Sanel M. im Fall Tugce vor Gericht: Tatvideo verunsichert die Zeugen
Wie es zu dem tödlichen Schlag gegen Tugce kam, zeigen Bilder aus einer Überwachungskamera. Die Videos tragen im Prozess gegen Sanel M. aber nicht nur zur Wahrheitsfindung bei. Sie haben auch die Zeugen beeinflusst. Eine schwere Bürde für das Verfahren.
Tugces Eltern bleiben der Verhandlung fern, als sich die Jugendkammer die Tatvideos von dem Parkplatz des Offenbacher Schnellrestaurants ansieht. Die unscharfen Bilder aus der Überwachungskamera spielen in dem Prozess gegen den Angeklagten Sanel M., der am 24. April vor dem Darmstädter Landgericht begonnen hat,eine zentrale Rolle.
Dass sie viele Monate vor Verfahrensbeginn im Internet auftauchten, erschwert allerdings auch die Wahrheitsfindung. „Es erscheint mir unmöglich, dass die Zeugen noch in der Lage sein werden, zwischen real Erinnertem und - gemeinsam - Gesehenem zu unterscheiden“, sagt der Strafrechtler und Richter am Oberlandesgericht Matthias Jahn.
„Durch das Video wurde ich total durcheinander“, sagt eine 26 Jahre alte Bekannte von Tugce im Zeugenstand. „Ich habe es (das Video) wirklich studiert“, berichtet eine 21-jährige Freundin der getöteten Lehramtsstudentin als Zeugin. Das Video habe sie verunsichert, sagt die Auszubildende aus Maintal. Obwohl sie gesehen habe, wie Sanel Tugce geschlagen hat, sei sie danach nicht mehr sicher gewesen, mit welcher Hand.

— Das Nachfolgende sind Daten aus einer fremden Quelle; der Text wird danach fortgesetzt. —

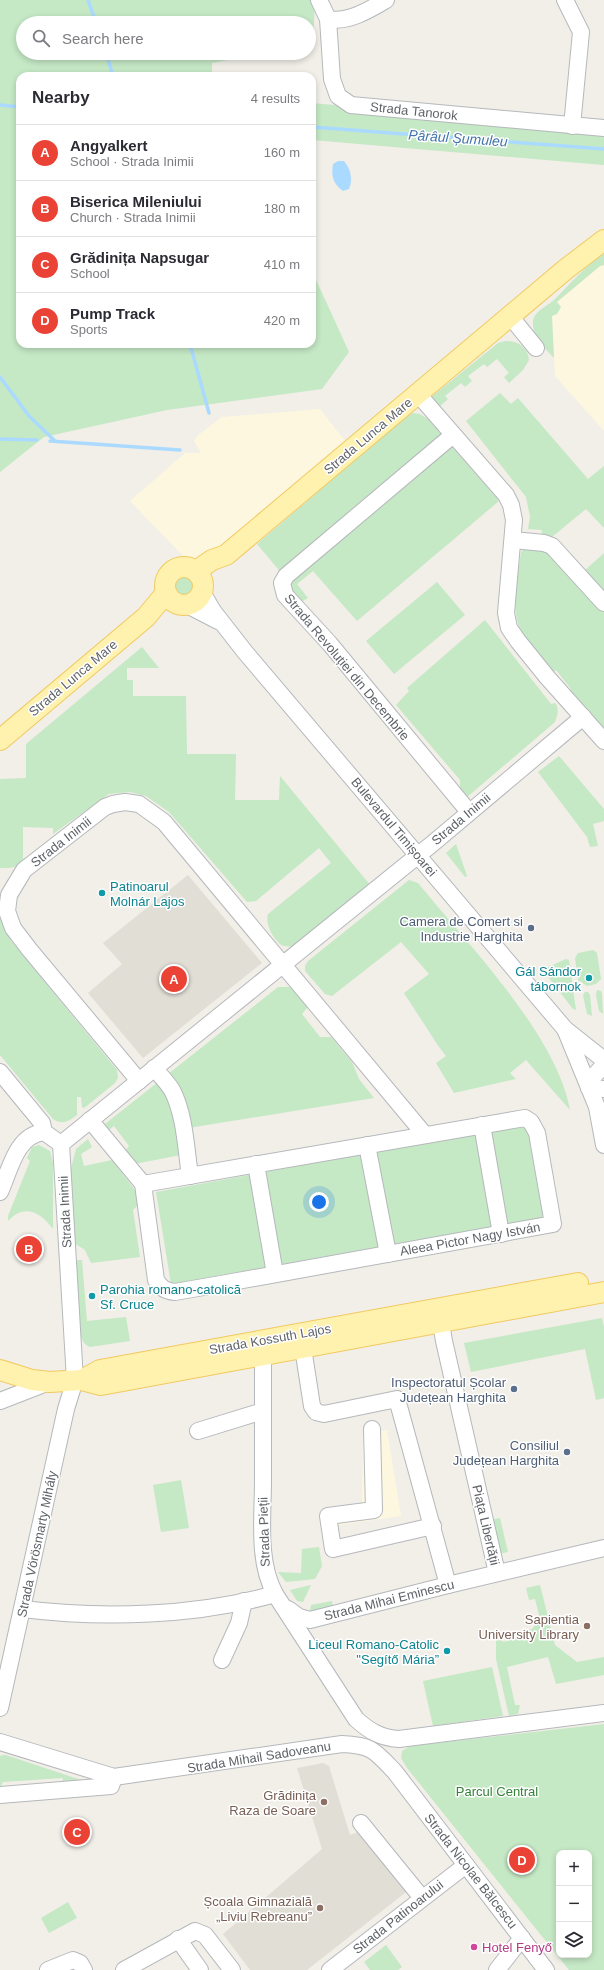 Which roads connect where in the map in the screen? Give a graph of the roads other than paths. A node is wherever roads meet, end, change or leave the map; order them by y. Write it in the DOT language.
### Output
graph roads {
  1 [pos="319,0"];
  2 [pos="386,0"];
  3 [pos="565,0"];
  4 [pos="328,19"];
  5 [pos="572,126"];
  6 [pos="604,128"];
  7 [pos="604,240"];
  8 [pos="510,316"];
  9 [pos="536,348"];
  10 [pos="418,394"];
  11 [pos="453,435"];
  12 [pos="513,540"];
  13 [pos="200,582"];
  14 [pos="176,600"];
  15 [pos="604,603"];
  16 [pos="223,625"];
  17 [pos="582,717"];
  18 [pos="0,740"];
  19 [pos="604,741"];
  20 [pos="469,812"];
  21 [pos="418,855"];
  22 [pos="283,964"];
  23 [pos="565,1029"];
  24 [pos="602,1060"];
  25 [pos="154,1068"];
  26 [pos="581,1070"];
  27 [pos="0,1072"];
  28 [pos="139,1081"];
  29 [pos="596,1089"];
  30 [pos="600,1101"];
  31 [pos="90,1120"];
  32 [pos="482,1125"];
  33 [pos="44,1132"];
  34 [pos="425,1135"];
  35 [pos="61,1144"];
  36 [pos="367,1145"];
  37 [pos="604,1145"];
  38 [pos="256,1164"];
  39 [pos="190,1176"];
  40 [pos="143,1184"];
  41 [pos="0,1192"];
  42 [pos="501,1234"];
  43 [pos="388,1254"];
  44 [pos="275,1274"];
  45 [pos="604,1278"];
  46 [pos="604,1292"];
  47 [pos="459,1305"];
  48 [pos="441,1323"];
  49 [pos="303,1348"];
  50 [pos="263,1355"];
  51 [pos="1,1373"];
  52 [pos="79,1380"];
  53 [pos="50,1382"];
  54 [pos="0,1401"];
  55 [pos="263,1412"];
  56 [pos="372,1429"];
  57 [pos="198,1431"];
  58 [pos="433,1526"];
  59 [pos="604,1548"];
  60 [pos="497,1573"];
  61 [pos="448,1585"];
  62 [pos="279,1600"];
  63 [pos="244,1601"];
  64 [pos="23,1609"];
  65 [pos="310,1620"];
  66 [pos="309,1645"];
  67 [pos="222,1660"];
  68 [pos="0,1708"];
  69 [pos="604,1713"];
  70 [pos="356,1719"];
  71 [pos="412,1738"];
  72 [pos="0,1742"];
  73 [pos="342,1744"];
  74 [pos="395,1772"];
  75 [pos="114,1778"];
  76 [pos="0,1795"];
  77 [pos="361,1823"];
  78 [pos="466,1865"];
  79 [pos="422,1898"];
  80 [pos="522,1938"];
  81 [pos="178,1939"];
  82 [pos="48,1970"];
  83 [pos="84,1970"];
  84 [pos="124,1970"];
  85 [pos="200,1970"];
  86 [pos="232,1970"];
  87 [pos="330,1970"];
  88 [pos="497,1970"];
  89 [pos="546,1970"];
  1 -- 4 [label="street, Strada Tanorok"];
  2 -- 4 [label="street"];
  3 -- 5 [label="street"];
  4 -- 5 [label="street, Strada Tanorok"];
  5 -- 6 [label="street, Strada Tanorok"];
  7 -- 8 [label="main road, Strada Lunca Mare"];
  8 -- 9 [label="street"];
  8 -- 10 [label="main road, Strada Lunca Mare"];
  10 -- 11 [label="street"];
  10 -- 13 [label="main road, Strada Lunca Mare"];
  11 -- 12 [label="street"];
  11 -- 20 [label="street, Strada Revoluției din Decembrie"];
  12 -- 15 [label="street"];
  12 -- 17 [label="street"];
  13 -- 14 [label="main road"];
  13 -- 14 [label="main road"];
  13 -- 16 [label="street, Bulevardul Timișoarei"];
  14 -- 16 [label="street, Bulevardul Timișoarei"];
  14 -- 18 [label="main road, Strada Lunca Mare"];
  16 -- 21 [label="street, Bulevardul Timișoarei"];
  17 -- 19 [label="street"];
  17 -- 20 [label="street, Strada Inimii"];
  20 -- 21 [label="street, Strada Inimii"];
  21 -- 22 [label="street, Strada Inimii"];
  21 -- 23 [label="street, Bulevardul Timișoarei"];
  22 -- 25 [label="street, Strada Inimii"];
  22 -- 28 [label="street, Strada Inimii"];
  22 -- 34 [label="street"];
  23 -- 24 [label="street, Bulevardul Timișoarei"];
  23 -- 26 [label="street, Bulevardul Timișoarei"];
  24 -- 26 [label="street"];
  24 -- 29 [label="street"];
  25 -- 28 [label="street, Strada Inimii"];
  25 -- 39 [label="street"];
  26 -- 29 [label="street, Bulevardul Timișoarei"];
  27 -- 33 [label="street"];
  28 -- 31 [label="street, Strada Inimii"];
  29 -- 30 [label="street, Bulevardul Timișoarei"];
  30 -- 37 [label="street, Bulevardul Timișoarei"];
  31 -- 35 [label="street, Strada Inimii"];
  31 -- 40 [label="street"];
  32 -- 34 [label="street, Aleea Pictor Nagy István"];
  32 -- 42 [label="street"];
  32 -- 42 [label="street, Aleea Pictor Nagy István"];
  33 -- 35 [label="street"];
  33 -- 41 [label="street"];
  34 -- 36 [label="street, Aleea Pictor Nagy István"];
  35 -- 52 [label="street, Strada Inimii"];
  36 -- 38 [label="street, Aleea Pictor Nagy István"];
  36 -- 43 [label="street, Aleea Pictor Nagy István"];
  38 -- 39 [label="street, Aleea Pictor Nagy István"];
  38 -- 44 [label="street"];
  39 -- 40 [label="street, Aleea Pictor Nagy István"];
  40 -- 44 [label="street, Aleea Pictor Nagy István"];
  42 -- 43 [label="street, Aleea Pictor Nagy István"];
  43 -- 44 [label="street, Aleea Pictor Nagy István"];
  45 -- 47 [label="main road, Strada Kossuth Lajos"];
  46 -- 48 [label="main road, Strada Kossuth Lajos"];
  47 -- 48 [label="street"];
  47 -- 52 [label="main road, Strada Kossuth Lajos"];
  48 -- 49 [label="main road, Strada Kossuth Lajos"];
  48 -- 60 [label="street, Piața Libertății"];
  49 -- 50 [label="main road, Strada Kossuth Lajos"];
  49 -- 58 [label="street"];
  50 -- 52 [label="main road, Strada Kossuth Lajos"];
  50 -- 55 [label="street, Strada Pieții"];
  51 -- 53 [label="main road, Strada Kossuth Lajos"];
  52 -- 53 [label="main road, Strada Kossuth Lajos"];
  52 -- 64 [label="street, Strada Vörösmarty Mihály"];
  53 -- 54 [label="street, Strada Kossuth Lajos"];
  55 -- 57 [label="street"];
  55 -- 62 [label="street, Strada Pieții"];
  56 -- 58 [label="street"];
  58 -- 61 [label="street"];
  59 -- 60 [label="street, Piața Libertății"];
  60 -- 61 [label="street, Strada Mihai Eminescu"];
  61 -- 65 [label="street, Strada Mihai Eminescu"];
  62 -- 63 [label="street"];
  62 -- 65 [label="street, Strada Mihai Eminescu"];
  62 -- 66 [label="street, Strada Pieții"];
  63 -- 64 [label="street"];
  63 -- 67 [label="street"];
  64 -- 68 [label="street, Strada Vörösmarty Mihály"];
  65 -- 66 [label="street"];
  66 -- 70 [label="street, Strada Pieții"];
  69 -- 71 [label="street"];
  70 -- 71 [label="street, Strada Pieții"];
  70 -- 73 [label="street"];
  71 -- 74 [label="street"];
  72 -- 75 [label="street, Strada Mihail Sadoveanu"];
  73 -- 74 [label="street, Strada Mihail Sadoveanu"];
  73 -- 75 [label="street, Strada Mihail Sadoveanu"];
  74 -- 78 [label="street, Strada Nicolae Bălcescu"];
  75 -- 76 [label="street, Strada Mihail Sadoveanu"];
  77 -- 79 [label="street"];
  78 -- 79 [label="street, Strada Patinoarului"];
  78 -- 80 [label="street, Strada Nicolae Bălcescu"];
  79 -- 87 [label="street, Strada Patinoarului"];
  80 -- 88 [label="street"];
  80 -- 89 [label="street, Strada Nicolae Bălcescu"];
  81 -- 84 [label="street"];
  81 -- 85 [label="street"];
  81 -- 86 [label="street"];
  82 -- 83 [label="street"];
}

„Wir stehen vor der schwierigen Aufgabe, auseinanderzuhalten, was echte Erinnerung ist, was die Wiedergabe von Videos ist und was die Wiedergabe von Erzählungen ist“, sagt Stephan Kuhn, einer der drei Anwälte des wegen Körperverletzung mit Todesfolge angeklagten 18-jährigen Sanel M.. „Das macht in diesem Prozess die Wahrheitsfindung sehr, sehr schwer.“ Staatsanwalt Alexander Homm stellt nach der Vernehmung von sechs Freundinnen Tugces fest: „Einige Zeuginnen haben (vor Gericht) verhaltener ausgesagt (als bei der Polizei). Man merkt, dass einiges verschwimmt.“
Der Vorsitzende Richter Jens Aßling fordert die Zeuginnen immer wieder auf, genau zwischen Erlebtem, Besprochenem und im Video Gesehenem zu unterscheiden. „Ihre Schilderung klingt deutlich dramatischer als damals ihre Vernehmung bei der Polizei“, sagt er zu einer 22 Jahre alten angehenden Krankenschwester aus Wächtersbach. „Viele Sachen haben Sie damals nicht gesagt.“
„Das Kind ist jetzt in den Brunnen gefallen, und die Staatsanwaltschaft und das Gericht werden es da im Zweifel nicht wieder herausholen können“, sagt der Frankfurter Professor Jahn zu der vorzeitigen Veröffentlichung der Videos. „Die Suggestivkraft dieser Aufnahmen ist für die Beteiligten so groß, dass man von einer Sogwirkung sprechen kann.“ Ob dies zugunsten oder zulasten des Angeklagten ausgehe, lasse sich noch nicht sagen. „Das zeigt ja gerade, wie ungerecht das ist. Dass es vom Zufall abhängt, ob möglicherweise die Strafe zufällig milder oder schärfer ausfällt, nur weil das Wissen der Beteiligten kontaminiert ist durch falsche Erinnerungsfetzen.“
Mehrmals werden den 20 bis 29 Jahre alten Zeuginnen Auszüge aus ihren Vernehmungen bei der Polizei vorgelesen und sie werden auf Widersprüche zu ihren Aussagen vor Gericht hingewiesen. Dazu gehört die Frage, ob sich die 22 Jahre alte Tugce von einer Freundin losgerissen hat, die sie kurz vor dem entscheidenden Schlag von Sanel weggehalten haben soll. Widersprüche in den Aussagen einer Zeugin erkannte das Gericht auch bei der Frage, ob Sanel vor dem Schlag noch einmal wütend umkehrte, weil Tugce ihm etwas nachgerufen hat.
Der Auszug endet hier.